Конц, как мне показалось, усмехнулся. А Кобленц, этот угрюмо молчащий Кобленц, покачал седой головой. Покачал точь-в-точь как тогда, после моих слов: «Или дисциплина, или мальчишка навсегда вылетит из школы. Мы не позволим танцевать у нас на голове, тем более эти буги-вуги. Понятно?» — «Нет! — крикнул он и покачал головой. — Нет, вы не посмеете этого сделать, учитывая мои заслуги перед городом». — «Ваши заслуги, доктор, мы должным образом чтим, но одно дело вы, другое — ваш сын». И сейчас его покачивание головой я воспринял как несогласие с планом реконструкции города.

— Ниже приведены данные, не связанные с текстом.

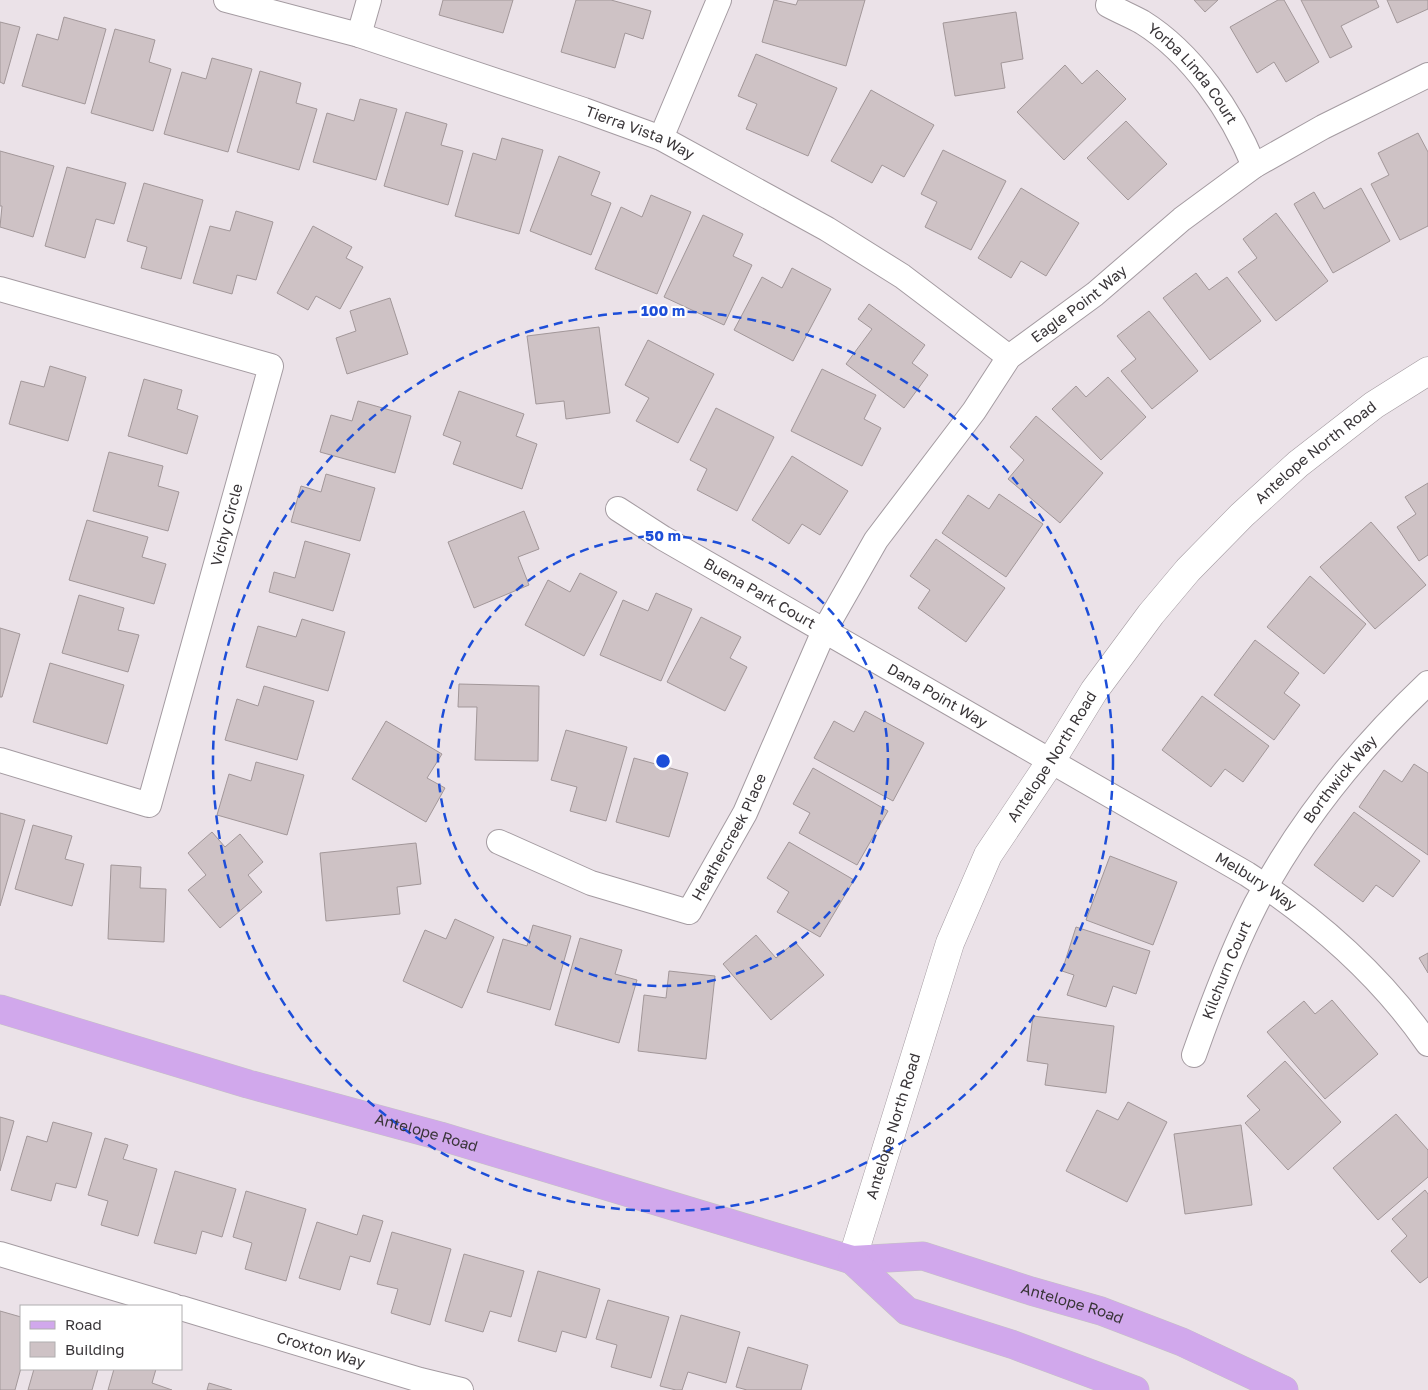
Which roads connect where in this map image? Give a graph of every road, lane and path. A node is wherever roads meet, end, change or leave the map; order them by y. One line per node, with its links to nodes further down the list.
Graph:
1 (226, 0): 5 (street, Tierra Vista Way)
2 (368, 0): 5 (street)
3 (719, 0): 7 (street)
4 (1108, 5): 8 (street, Yorba Linda Court)
5 (359, 35): 7 (street, Tierra Vista Way)
6 (1428, 75): 8 (street, Eagle Point Way)
7 (661, 138): 10 (street, Tierra Vista Way)
8 (1254, 166): 10 (street, Eagle Point Way)
9 (0, 289): 15 (street, Vichy Circle)
10 (1009, 357): 13 (street, Eagle Point Way)
11 (1428, 371): 16 (main road, Antelope North Road)
12 (618, 509): 13 (street, Buena Park Court)
13 (824, 631): 16 (street, Dana Point Way); 17 (street, Heathercreek Place)
14 (1428, 683): 18 (street, Borthwick Way)
15 (0, 760)
16 (1051, 761): 18 (street, Melbury Way); 23 (main road, Antelope North Road)
17 (499, 842)
18 (1267, 887): 20 (street, Melbury Way); 21 (street, Kilchurn Court)
19 (0, 1009): 23 (main road, Antelope Road)
20 (1428, 1044)
21 (1194, 1055)
22 (0, 1254): 24 (street)
23 (852, 1260): 27 (main road, Antelope Road); 28 (main road, Antelope Road)
24 (171, 1305)
25 (182, 1308): 26 (street, Croxton Way)
26 (461, 1390)
27 (1135, 1390)
28 (1284, 1390)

Не из-за Дюрренматта, конечно, нет, и не из-за подвала мы оставили Герхарда Кобленца на второй год и перевели из школы имени Гумбольдта в школу имени Нейбауэра, хотя, по моему глубокому убеждению, человека, для которого жертвы уличного движения — то же, что жертвы войны во Вьетнаме, нельзя назвать зрелым, как бы развит он ни был. Я снова подумал о Зигрид Зайденштиккер. У нее тоже скоро начнутся выпускные экзамены. Что бы сказал Пауль, узнай он вдруг, что его дочь по вечерам проходит через черные портьеры, позволяет себя фотографировать в чем мать родила, а потом ее фотографию вешают на стенку рядом с журнальными красотками, библейским изречением и украденными дорожными знаками? Не думаю, чтобы он тихо и спокойно наблюдал, как она наряжается по воскресеньям, чтобы мчаться на мотороллере за город.
— Нас было семеро в семье. Отец погиб на войне, и тем не менее мать вырастила нас порядочными людьми. — Таков был его нравственный кодекс. Он твердо придерживался его.
И я снова увидел перед собой Зигрид в серо-зеленой кондукторской форме, разламывающую бутерброд, и подумал: «Да, этот кодекс пошел бы на пользу такому парню, как Герхард Кобленц. Ему надо бы знать, что в жизни есть не только права, но и обязанности. Бедность, конечно, не панацея, о нет. Но ему надо бы знать, как справляются с ней другие. Чтобы купить купальный костюм за сто тридцать марок, почтальонша мыкается целый месяц. Может быть, после этого он не стал бы развешивать по стенкам фотографии бесстыжих девиц в бикини».
На выпускных экзаменах Герхард Кобленц совершил обман. Обман высшего класса. Le grand coup, как сказали бы французы. Но его отец, Кобленц, — вот сейчас он поднял руку, просит слова, — но его отец узрел в этом лишь доказательство технической одаренности сына. Эйнштейн, да и только. Кобленц-старший лишь посмеивался про себя и, казалось, гордился проделкой сынка. В школе имени Гумбодьдта была вентиляционная шахта, которая тянулась от подвала до самой крыши непосредственно рядом с учительской комнатой. За несколько дней до экзаменов Герхард забрался на чердак и па верхнем конце шахты установил прибор для подслушивания. Точно все рассчитав, он опустил в шахту микрофон на уровень вытяжной отдушины учительской комнаты. И когда на педагогическом совете обсуждались темы экзаменационных работ, он все слово в слово записал на магнитофонную ленту и дома преспокойно ее прослушал. Таким образом, экзамен был сдан еще до того, как начался. Ученики пришли в школу с заранее подготовленными текстами. И отличные оценки сыпались одна за другой. Обман, возможно, так и остался бы нераскрытым, если бы школьный завхоз, человек весьма чистоплотный, убирая подвал, не нашел на дне шахты микрофона. Конечно, после экзаменов Герхард хотел убрать микрофон, но кабель за что-то зацепился и, когда тот с силой его потянул, оборвался. Началось расследование. Выяснив, что Кобленц-младший инициатор, всем, кроме него, разрешили пересдать экзамены, а его самого оставили на второй год.